In Staub v. Proctor Hosp., the Supreme Court passed judgment on the “cat’s paw” theory of liability in discrimination cases—an employer’s liability for the discriminatory animus of an employee who played no role in the decision, but nevertheless exerted some degree of influence over the ultimate decision maker. The Staub Court concluded that an employer can be liable for the discriminatory animus of a non-decision making supervisor who intends to cause, and does proximately cause, an adverse employment action.
In Chattman v. Toho Tenax Am. (6th Cir. 7/13/12) [pdf], the 6th Circuit applied Staub to reverse summary judgment in a race discrimination case. Chattman alleged that his employer’s HR director, Tullock, who recommended his termination for horseplay and fabricated that other supervisors supported the decision, was racially biased.
In support of this allegation of race-based animus, Chattman pointed to three separate incidents:
- Tullock told a “joke” that O.J. Simpson was innocent and that Nicole Brown was killed by their son because O.J. Simpson responded to a question from his son by answering “go axe your mother.”

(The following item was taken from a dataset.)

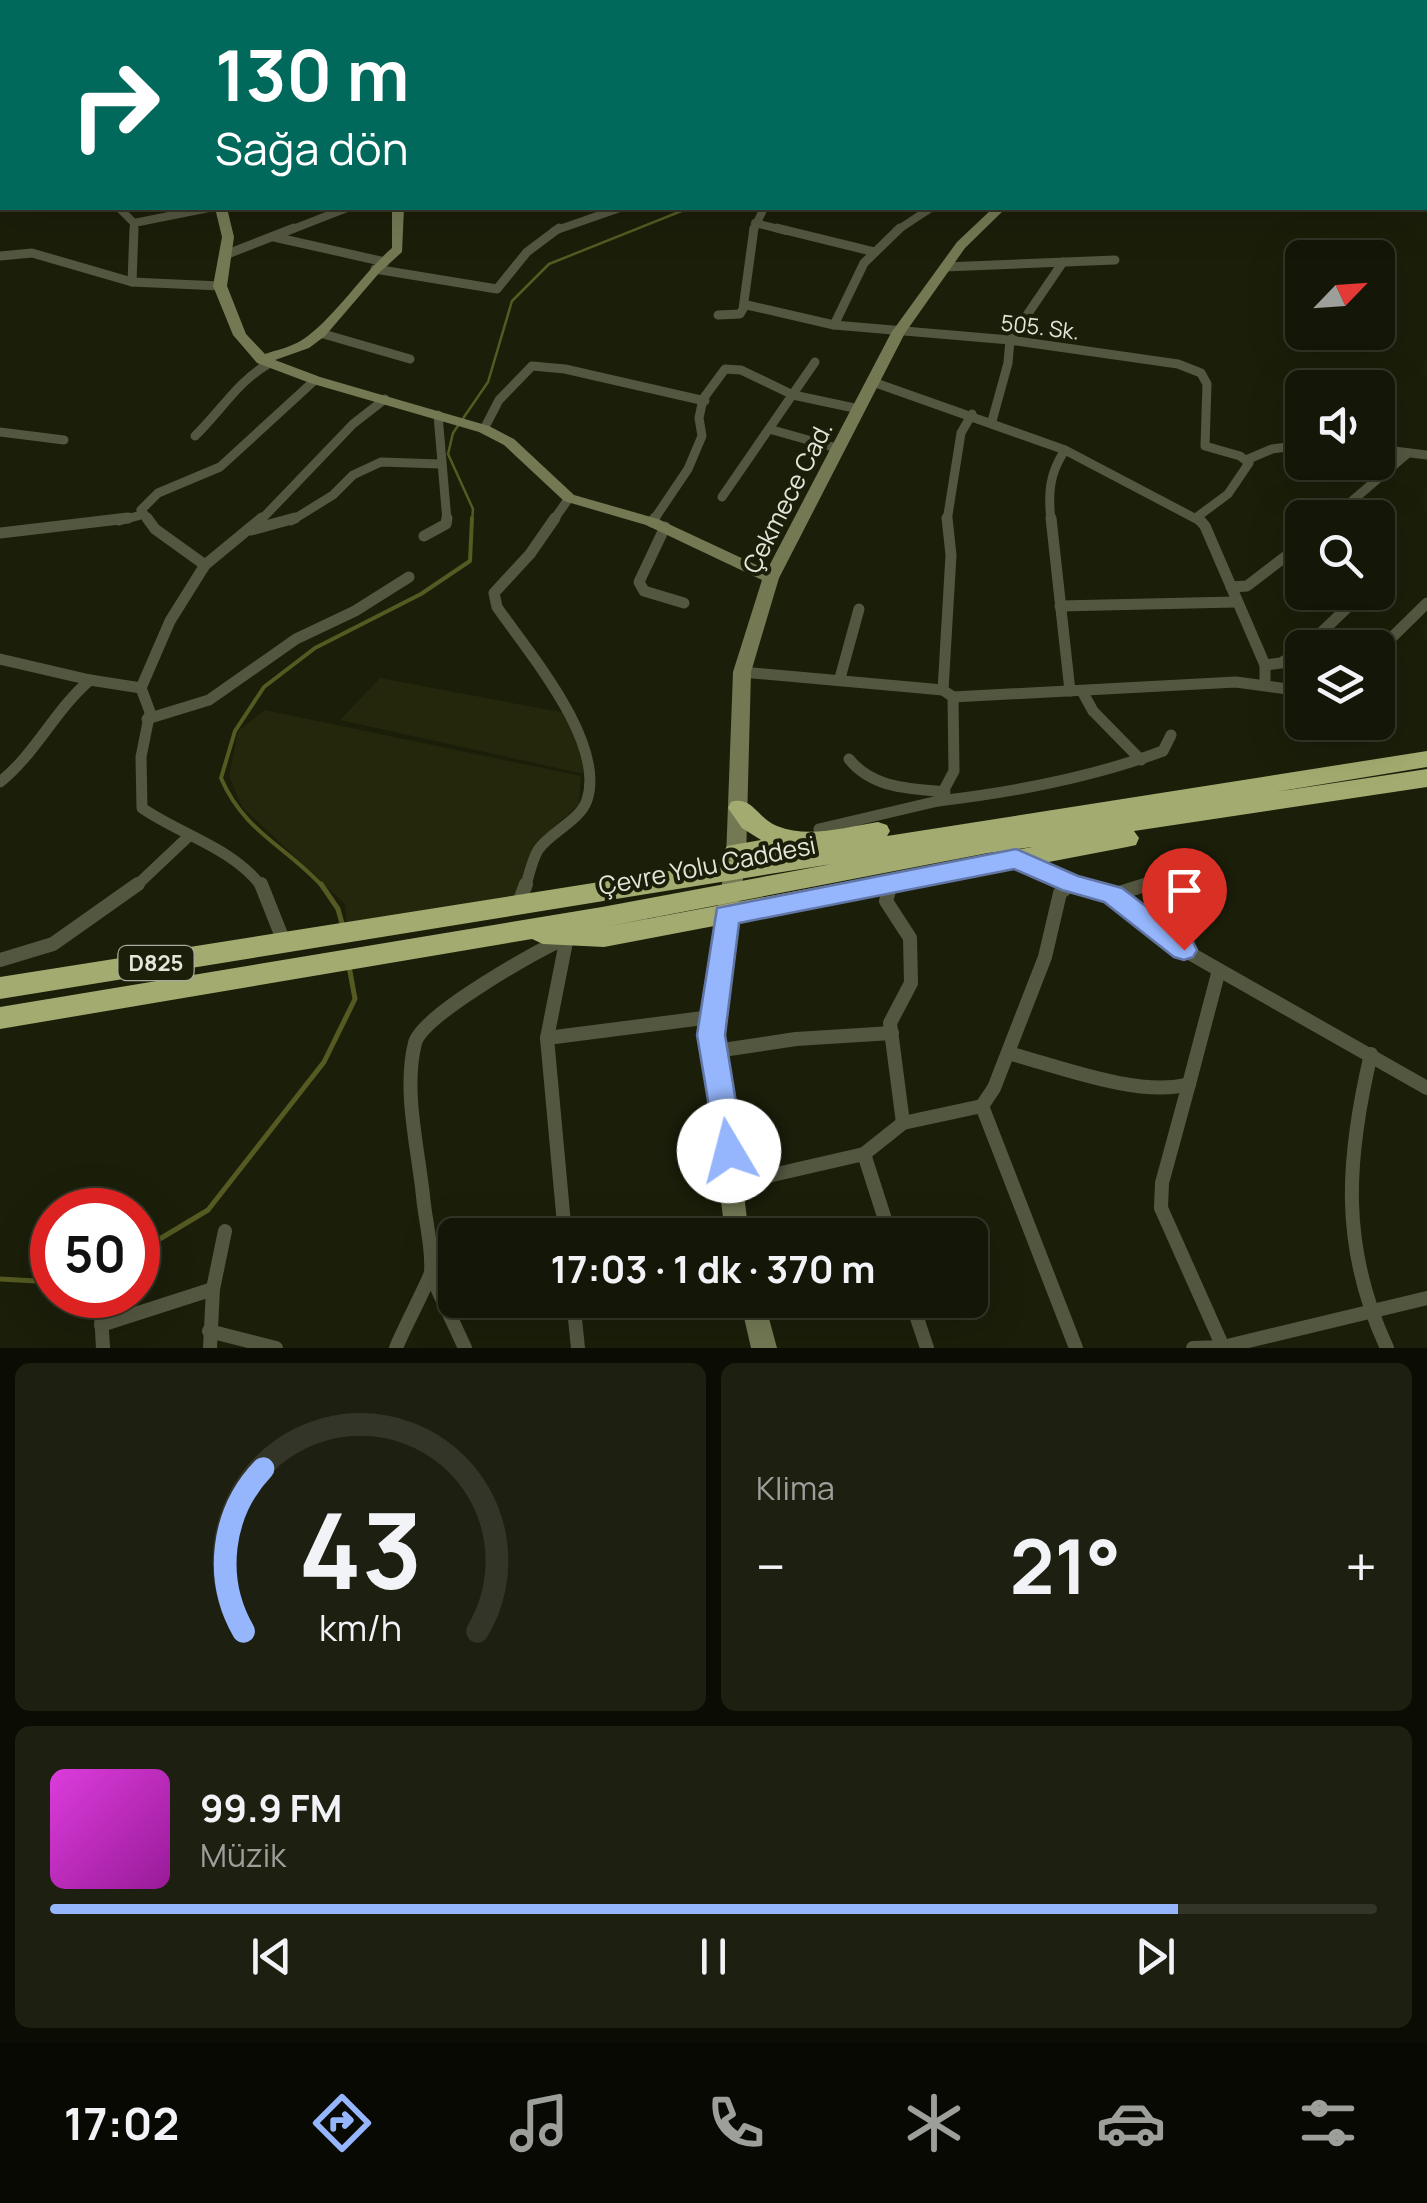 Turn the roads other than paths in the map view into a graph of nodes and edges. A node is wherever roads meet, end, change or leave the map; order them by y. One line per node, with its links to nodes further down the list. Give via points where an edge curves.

- Tullock responded to another employee’s complaint that her son had gotten into trouble at school for fighting by saying “you know what my grandmother always says about boys scuffling? That’s how the nigger graveyard got full.”
- Tullock commented about then-Presidential candidate Barack Obama by saying “well you better look close at Obama’s running mate because Americans won’t allow a nigger president.”

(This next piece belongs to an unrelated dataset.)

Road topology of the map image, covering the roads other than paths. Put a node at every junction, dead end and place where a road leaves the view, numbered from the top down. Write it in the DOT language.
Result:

Even though Tullock was not the decision maker, the court concluded that a jury question existed under the cat’s paw theory:
Chattman has shown that a genuine issue of material fact exists regarding whether Tullock intended that Chattman be disciplined…. There can be little doubt that Tullock desired Chattman’s termination when he made his recommendation and fabricated the agreement of the other supervisors….

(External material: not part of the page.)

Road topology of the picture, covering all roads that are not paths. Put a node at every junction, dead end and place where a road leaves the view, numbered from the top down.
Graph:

Chattman alleges that Tullock knew that white employees engaged in horseplay but never reported any of those incidents to upper management, instead reporting the only incident on record of a black employee engaging in horseplay.
Tullock was the Human Resources manager, and he actively inserted himself in the decisionmaking process. He both misinformed and selectively informed … about the incident. A reasonable factfinder could find Tullock’s actions were a proximate cause of the adverse decisions.
When the Supreme Court decided Staub last year, I cautioned that it upped the ante for employers in discrimination cases:
The Court’s holding hinges on ideals such as “intent” and “proximate cause,” which are almost always fact-based inquiries. Because it is very difficult for an employer to win summary judgment on these issues, the Court has turned nearly every “cat’s paw” case into a jury case—an expensive proposition for employers.
Chattman does nothing to dissuade me of my earlier opinion.
What is the practical takeaway for employers? You better know who you have managing and supervising your employees. Companies do not make personnel decisions in a vacuum. Executives often rely on the front-line managers and supervisors for advice on who and when to discipline or fire. Yet, under Staub, businesses are on the hook for the discriminatory animus of these managers and supervisors, even if they have nothing to do with the ultimate decision. You never want a bigot managing your employees. The cat’s paw, however, provides employers added incentive to purge them from your managerial ranks.